DATA PROVIDED —
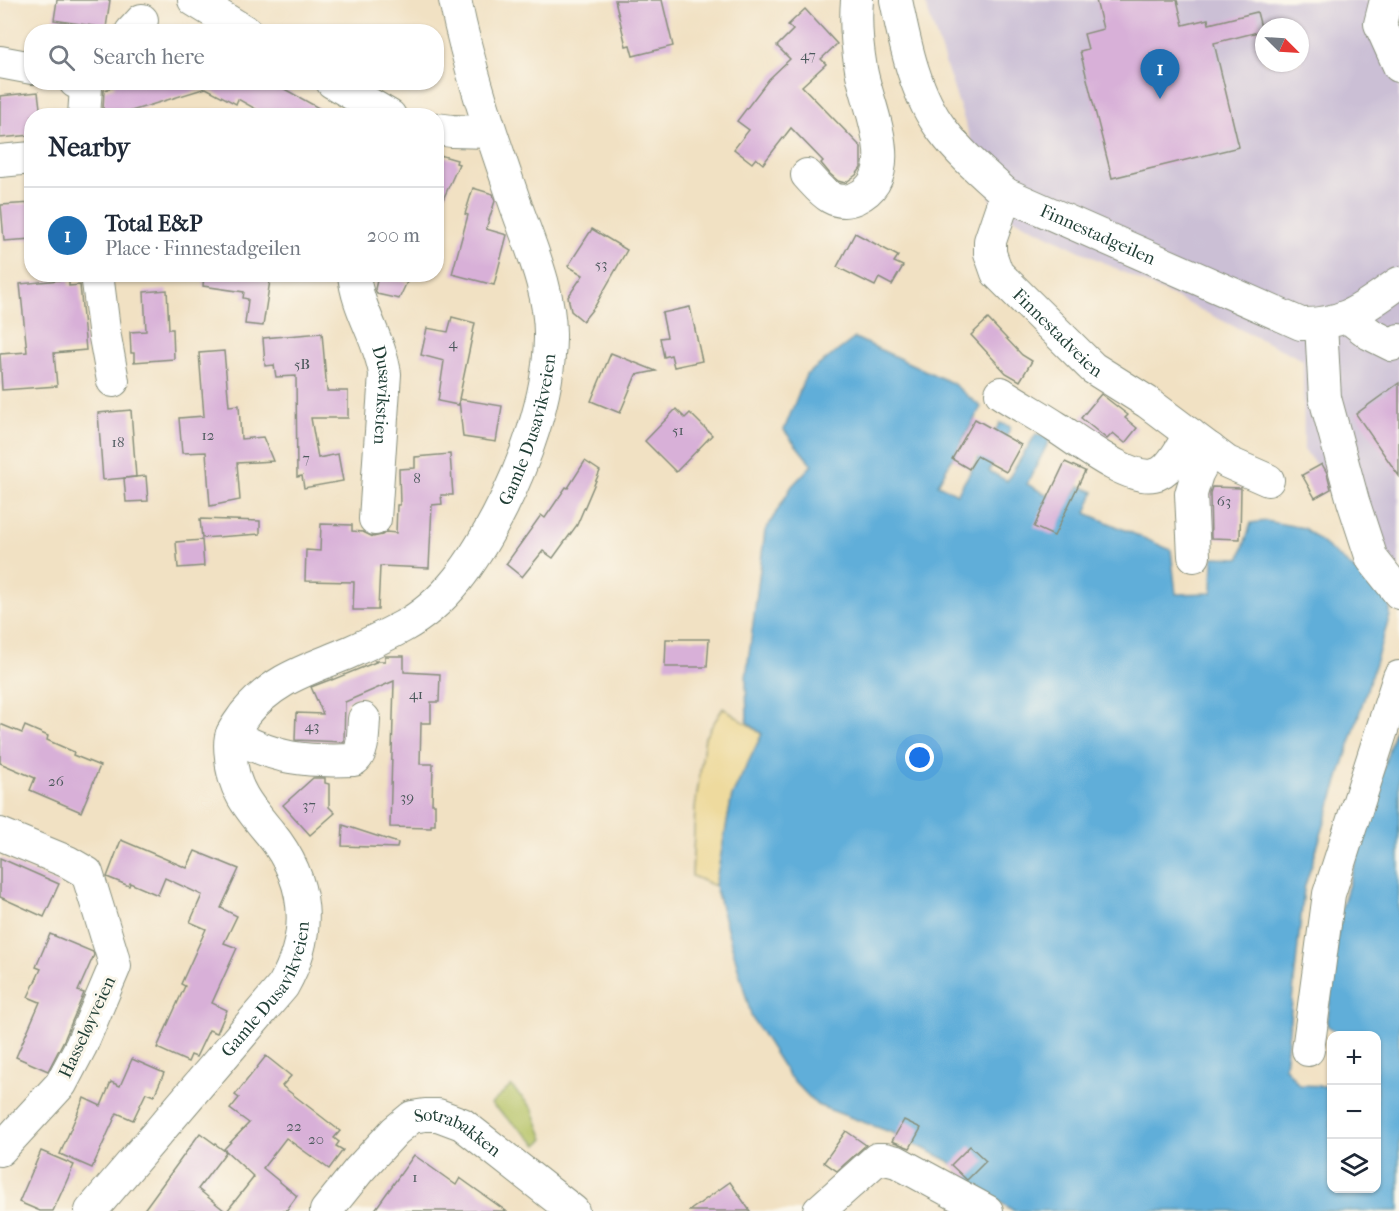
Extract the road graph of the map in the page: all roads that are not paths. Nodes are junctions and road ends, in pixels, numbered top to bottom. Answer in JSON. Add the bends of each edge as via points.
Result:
{"nodes":[{"id":1,"x":194,"y":0,"type":"edge"},
{"id":2,"x":455,"y":0,"type":"edge"},
{"id":3,"x":857,"y":0,"type":"edge"},
{"id":4,"x":896,"y":0,"type":"edge"},
{"id":5,"x":1386,"y":0,"type":"edge"},
{"id":6,"x":233,"y":24,"type":"edge"},
{"id":7,"x":0,"y":62,"type":"edge"},
{"id":8,"x":24,"y":66,"type":"edge"},
{"id":9,"x":1399,"y":66,"type":"edge"},
{"id":10,"x":346,"y":90,"type":"edge"},
{"id":11,"x":376,"y":108,"type":"edge"},
{"id":12,"x":444,"y":130,"type":"edge"},
{"id":13,"x":490,"y":132,"type":"junction"},
{"id":14,"x":24,"y":159,"type":"edge"},
{"id":15,"x":0,"y":162,"type":"edge"},
{"id":16,"x":807,"y":175,"type":"dead end"},
{"id":17,"x":1006,"y":194,"type":"junction"},
{"id":18,"x":99,"y":282,"type":"edge"},
{"id":19,"x":355,"y":282,"type":"edge"},
{"id":20,"x":1399,"y":284,"type":"edge"},
{"id":21,"x":1334,"y":321,"type":"junction"},
{"id":22,"x":1399,"y":340,"type":"edge"},
{"id":23,"x":113,"y":381,"type":"dead end"},
{"id":24,"x":1000,"y":393,"type":"dead end"},
{"id":25,"x":1209,"y":448,"type":"junction"},
{"id":26,"x":1268,"y":480,"type":"dead end"},
{"id":27,"x":375,"y":519,"type":"dead end"},
{"id":28,"x":1194,"y":556,"type":"dead end"},
{"id":29,"x":1399,"y":593,"type":"edge"},
{"id":30,"x":1399,"y":677,"type":"edge"},
{"id":31,"x":364,"y":719,"type":"dead end"},
{"id":32,"x":232,"y":735,"type":"junction"},
{"id":33,"x":0,"y":834,"type":"edge"},
{"id":34,"x":1308,"y":1050,"type":"dead end"},
{"id":35,"x":0,"y":1150,"type":"edge"},
{"id":36,"x":91,"y":1211,"type":"edge"},
{"id":37,"x":326,"y":1211,"type":"edge"},
{"id":38,"x":573,"y":1211,"type":"edge"},
{"id":39,"x":819,"y":1211,"type":"edge"},
{"id":40,"x":987,"y":1211,"type":"edge"}],
"edges":[{"from":1,"to":6,"type":"street"},
{"from":2,"to":13,"type":"street","name":"Gamle Dusavikveien"},
{"from":3,"to":16,"type":"street","via":[[861,70],[880,150],[880,173],[865,192],[844,202],[825,195]]},
{"from":4,"to":17,"type":"street","name":"Finnestadgeilen","via":[[920,90],[942,131]]},
{"from":5,"to":9,"type":"street","via":[[1380,24]]},
{"from":7,"to":8,"type":"street"},
{"from":10,"to":11,"type":"street"},
{"from":12,"to":13,"type":"street"},
{"from":13,"to":32,"type":"street","name":"Gamle Dusavikveien","via":[[546,292],[550,337],[548,366],[532,436],[511,487],[470,563],[429,608],[381,638],[285,679],[256,701]]},
{"from":14,"to":15,"type":"street"},
{"from":17,"to":21,"type":"street","name":"Finnestadgeilen","via":[[1301,324]]},
{"from":17,"to":25,"type":"street","name":"Finnestadveien","via":[[990,241],[998,273],[1093,368]]},
{"from":18,"to":23,"type":"street"},
{"from":19,"to":27,"type":"street","name":"Dusavikstien","via":[[385,374]]},
{"from":20,"to":21,"type":"street"},
{"from":21,"to":22,"type":"street","via":[[1392,345]]},
{"from":21,"to":29,"type":"street","via":[[1325,398],[1371,559]]},
{"from":24,"to":25,"type":"street","via":[[1105,460],[1146,475],[1153,476]]},
{"from":25,"to":26,"type":"street","name":"Finnestadveien"},
{"from":25,"to":28,"type":"street","via":[[1191,494]]},
{"from":30,"to":34,"type":"street","via":[[1329,894]]},
{"from":31,"to":32,"type":"street","via":[[360,752],[354,760],[304,761],[281,757]]},
{"from":32,"to":36,"type":"street","name":"Gamle Dusavikveien","via":[[231,766],[245,804],[283,851],[301,896],[304,923],[299,952],[283,986]]},
{"from":33,"to":35,"type":"street","name":"Hasseløyveien","via":[[87,873],[115,966],[61,1084]]},
{"from":37,"to":38,"type":"street","name":"Sotrabakken","via":[[395,1131],[411,1117],[425,1115],[451,1119],[468,1128]]},
{"from":39,"to":40,"type":"street","via":[[877,1159],[897,1162]]}]}
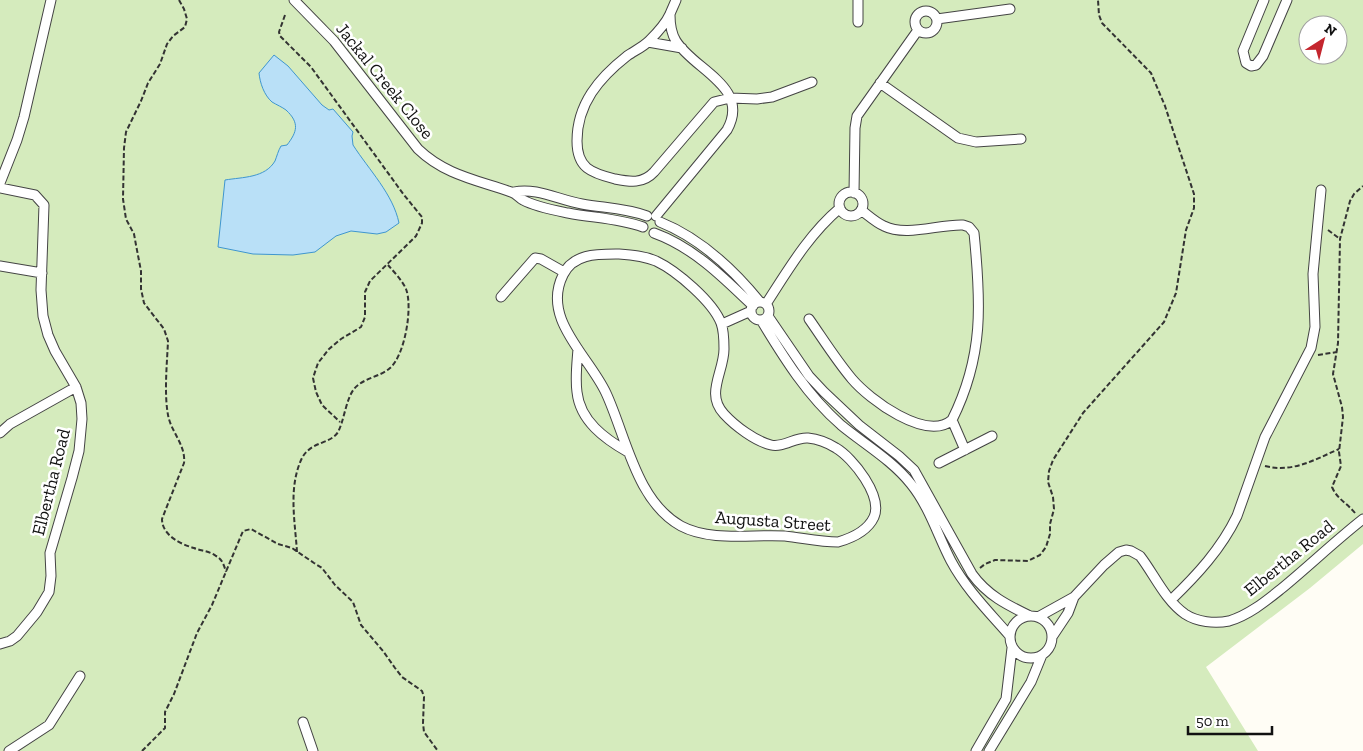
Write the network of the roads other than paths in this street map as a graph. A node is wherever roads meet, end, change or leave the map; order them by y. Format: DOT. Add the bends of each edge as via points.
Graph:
graph roads {
  1 [pos="51,0"];
  2 [pos="294,0"];
  3 [pos="676,0"];
  4 [pos="858,0"];
  5 [pos="1264,0"];
  6 [pos="1287,0"];
  7 [pos="1010,9"];
  8 [pos="670,15"];
  9 [pos="937,19"];
  10 [pos="858,22"];
  11 [pos="918,30"];
  12 [pos="648,42"];
  13 [pos="682,48"];
  14 [pos="812,82"];
  15 [pos="880,83"];
  16 [pos="730,98"];
  17 [pos="1021,139"];
  18 [pos="0,184"];
  19 [pos="0,188"];
  20 [pos="1321,190"];
  21 [pos="514,192"];
  22 [pos="854,193"];
  23 [pos="840,208"];
  24 [pos="861,210"];
  25 [pos="654,218"];
  26 [pos="643,227"];
  27 [pos="654,233"];
  28 [pos="0,266"];
  29 [pos="564,272"];
  30 [pos="42,273"];
  31 [pos="501,297"];
  32 [pos="758,306"];
  33 [pos="764,318"];
  34 [pos="809,318"];
  35 [pos="722,324"];
  36 [pos="578,349"];
  37 [pos="76,387"];
  38 [pos="952,420"];
  39 [pos="0,433"];
  40 [pos="992,436"];
  41 [pos="965,450"];
  42 [pos="628,452"];
  43 [pos="939,463"];
  44 [pos="1362,519"];
  45 [pos="1074,597"];
  46 [pos="1171,600"];
  47 [pos="1034,616"];
  48 [pos="1010,635"];
  49 [pos="1052,637"];
  50 [pos="0,644"];
  51 [pos="1012,648"];
  52 [pos="1042,655"];
  53 [pos="80,676"];
  54 [pos="304,722"];
  55 [pos="9,751"];
  56 [pos="313,751"];
  57 [pos="976,751"];
  58 [pos="989,751"];
  1 -- 18 [label="street" via="24,117"];
  2 -- 21 [label="street, Jackal Creek Close" via="325,31 418,149 436,164 474,181"];
  3 -- 8 [label="street"];
  4 -- 10 [label="street"];
  5 -- 6 [label="street" via="1244,51 1246,63 1251,66 1263,56"];
  7 -- 9 [label="street"];
  8 -- 12 [label="street"];
  8 -- 13 [label="street" via="672,33"];
  9 -- 11 [label="street" via="933,31 924,34"];
  9 -- 11 [label="street" via="932,13 921,12 914,21"];
  11 -- 15 [label="street"];
  12 -- 13 [label="street"];
  12 -- 16 [label="street" via="608,74 584,105 578,122 577,148 578,158 588,168 619,179 635,182 645,179 660,166 710,105"];
  13 -- 16 [label="street" via="721,84"];
  14 -- 16 [label="street" via="772,97"];
  15 -- 17 [label="street" via="958,138 976,142"];
  15 -- 22 [label="street" via="856,119"];
  16 -- 25 [label="street" via="733,113 727,130"];
  19 -- 30 [label="street, Elbertha Road" via="28,193 43,203"];
  20 -- 46 [label="street" via="1313,274 1314,338 1308,355 1269,429 1232,528 1207,562"];
  21 -- 25 [label="street, Jackal Creek Close" via="532,191 576,202 626,209"];
  21 -- 26 [label="street, Jackal Creek Close" via="533,204"];
  22 -- 23 [label="street" via="843,195 839,201"];
  22 -- 24 [label="street" via="862,199"];
  23 -- 24 [label="street" via="842,213 853,216"];
  23 -- 32 [label="street" via="824,222"];
  24 -- 38 [label="street" via="888,228 963,225 974,233 980,316 978,339 964,393"];
  25 -- 26 [label="street" via="642,221"];
  25 -- 27 [label="street" via="659,229"];
  25 -- 32 [label="street, Jackal Creek Close" via="685,234 708,252 743,282"];
  26 -- 27 [label="street, Jackal Creek Close"];
  27 -- 32 [label="street" via="671,239 695,255"];
  28 -- 30 [label="street"];
  29 -- 31 [label="street" via="534,258"];
  29 -- 35 [label="street" via="580,258 592,255 644,257 666,267 689,284"];
  29 -- 36 [label="street, Augusta Street" via="556,306"];
  30 -- 37 [label="street, Elbertha Road" via="43,316 48,335"];
  32 -- 33 [label="street" via="756,318"];
  32 -- 33 [label="street" via="769,309"];
  32 -- 35 [label="street"];
  33 -- 47 [label="street" via="809,376 836,404 914,470 983,588 1003,603"];
  33 -- 48 [label="street" via="784,359 806,388 841,425 896,468 912,486 960,576"];
  34 -- 38 [label="street" via="853,380 878,401 920,425 937,427"];
  35 -- 42 [label="street, Augusta Street" via="723,360 714,395 723,413 756,439 768,444 778,446 806,438 826,443 845,454 873,492 876,506 872,520 861,531 838,542 697,532 683,527 654,503"];
  36 -- 42 [label="street, Augusta Street" via="606,393"];
  36 -- 42 [label="street, Augusta Street" via="576,392 585,416 603,435"];
  37 -- 39 [label="street" via="10,424"];
  37 -- 50 [label="street, Elbertha Road" via="82,410 80,445 50,553 50,588 24,628 10,641"];
  38 -- 41 [label="street"];
  40 -- 41 [label="street"];
  41 -- 43 [label="street"];
  44 -- 46 [label="street, Elbertha Road" via="1276,592 1240,616 1221,622 1201,621 1184,613"];
  45 -- 46 [label="street, Elbertha Road" via="1115,555 1126,550 1140,556"];
  45 -- 47 [label="street, Elbertha Road"];
  45 -- 49 [label="street, Elbertha Road"];
  47 -- 48 [label="street" via="1024,617 1014,624"];
  47 -- 49 [label="street" via="1048,625"];
  48 -- 51 [label="street"];
  49 -- 52 [label="street"];
  51 -- 52 [label="street" via="1022,657"];
  51 -- 57 [label="street" via="1006,700"];
  52 -- 58 [label="street" via="1031,682"];
  53 -- 55 [label="street" via="49,725"];
  54 -- 56 [label="street"];
}
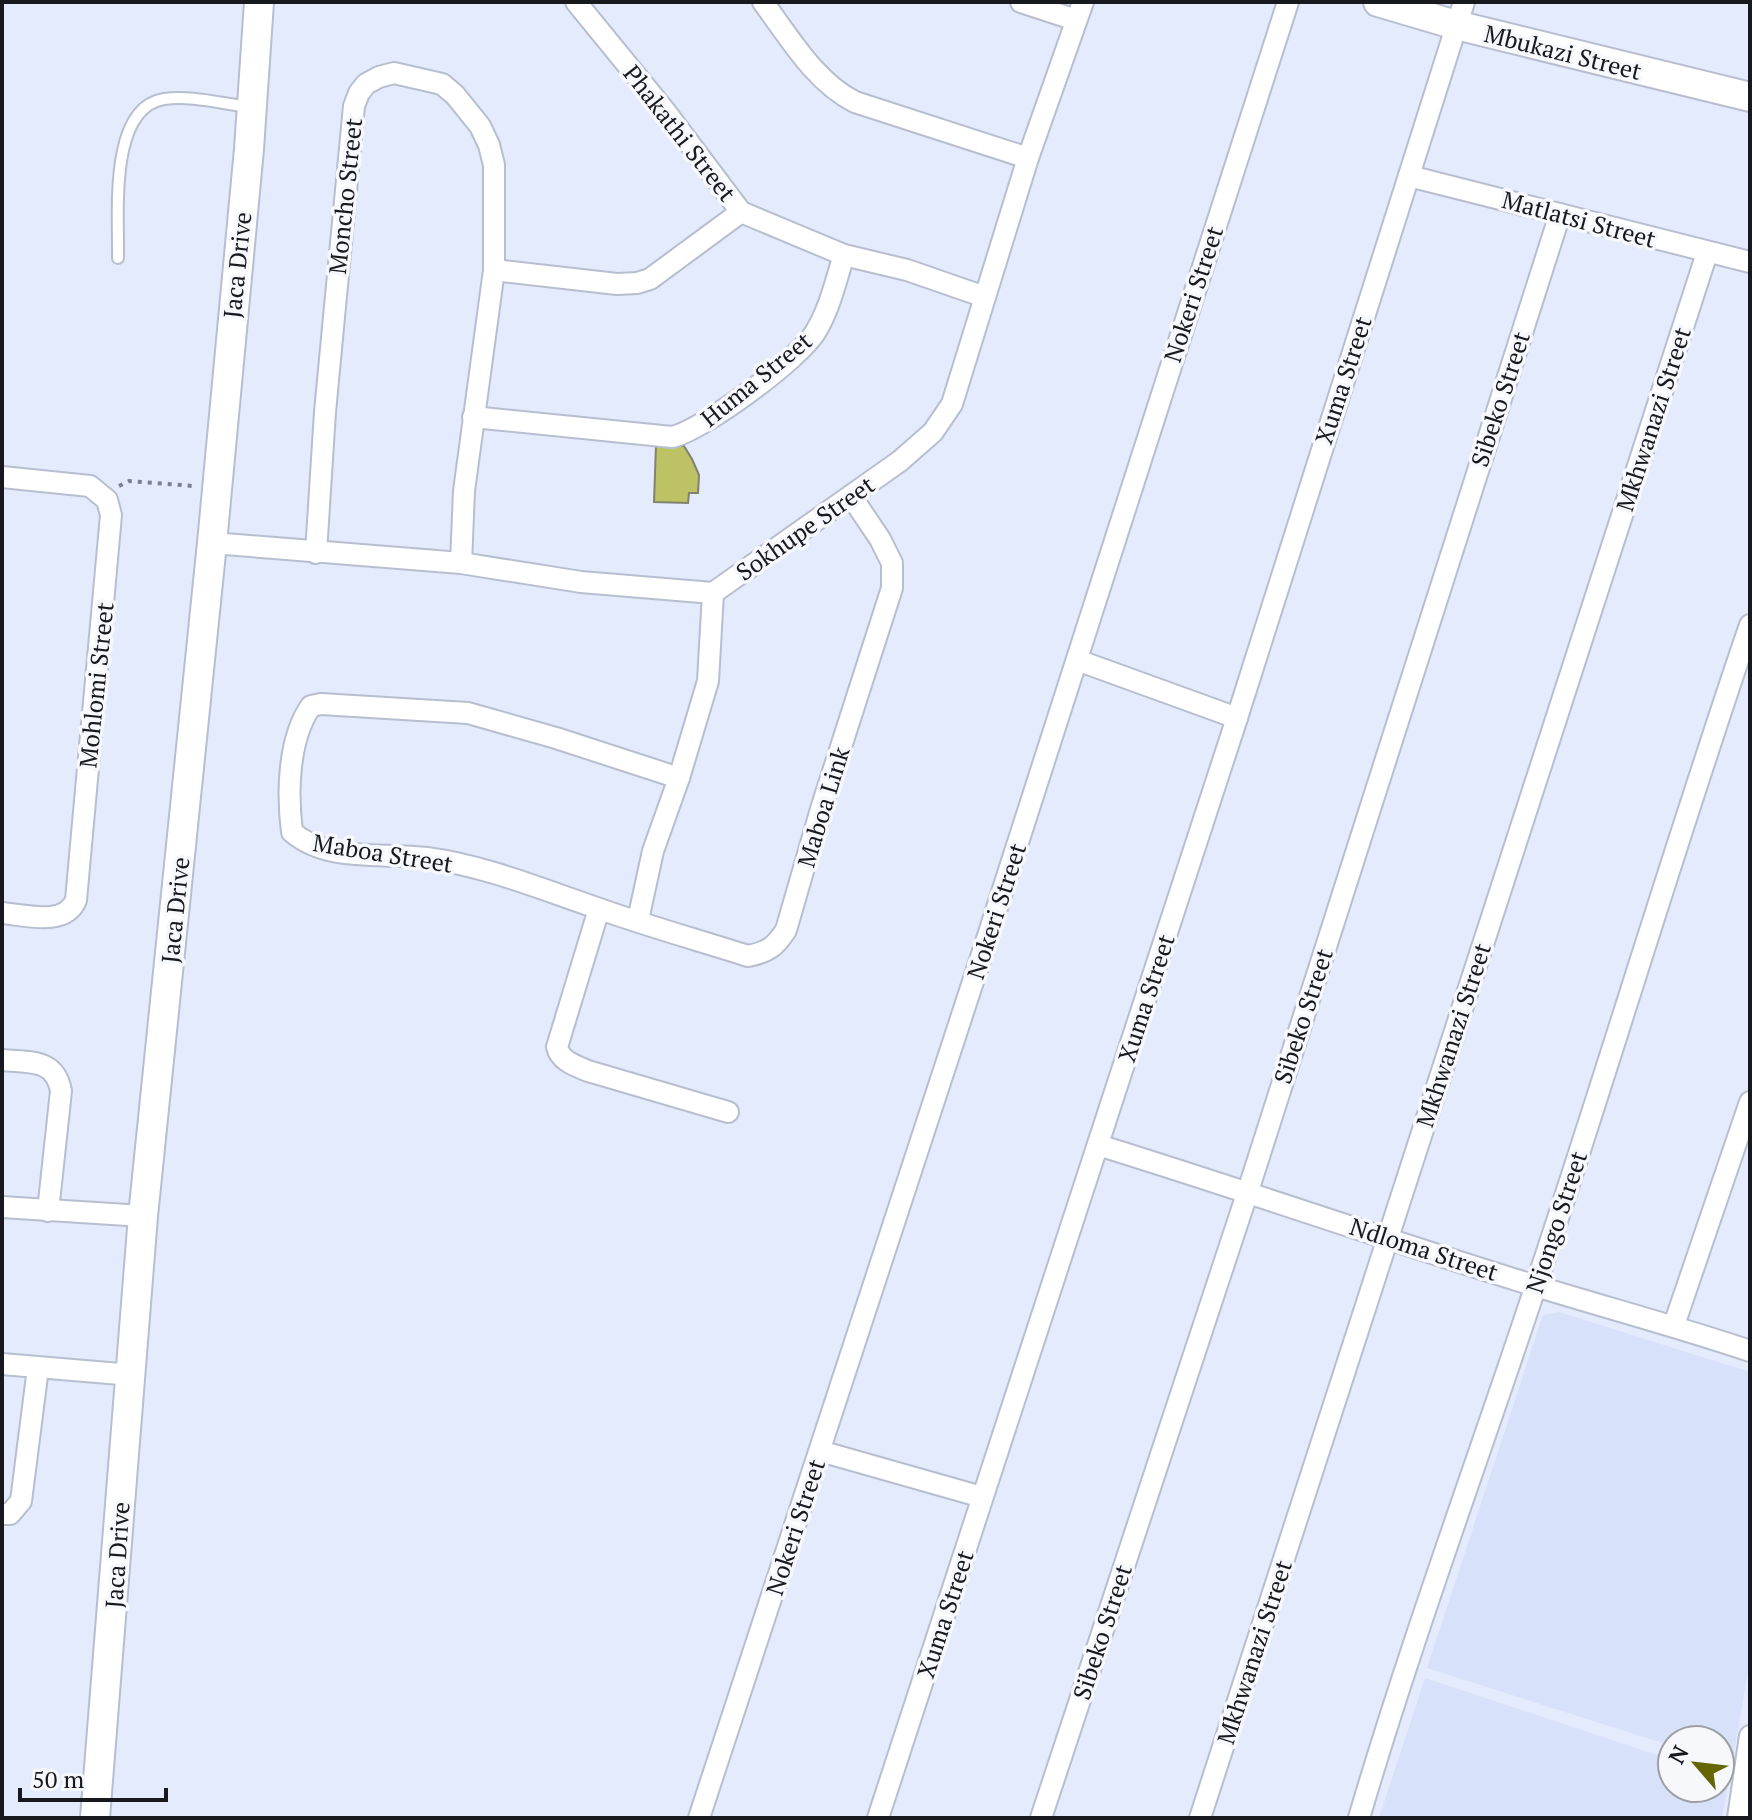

ACTIVITY —
The string "dead" may appear in lines of the entries above. Say how many such lines there are, as a number only.

REPLY —
8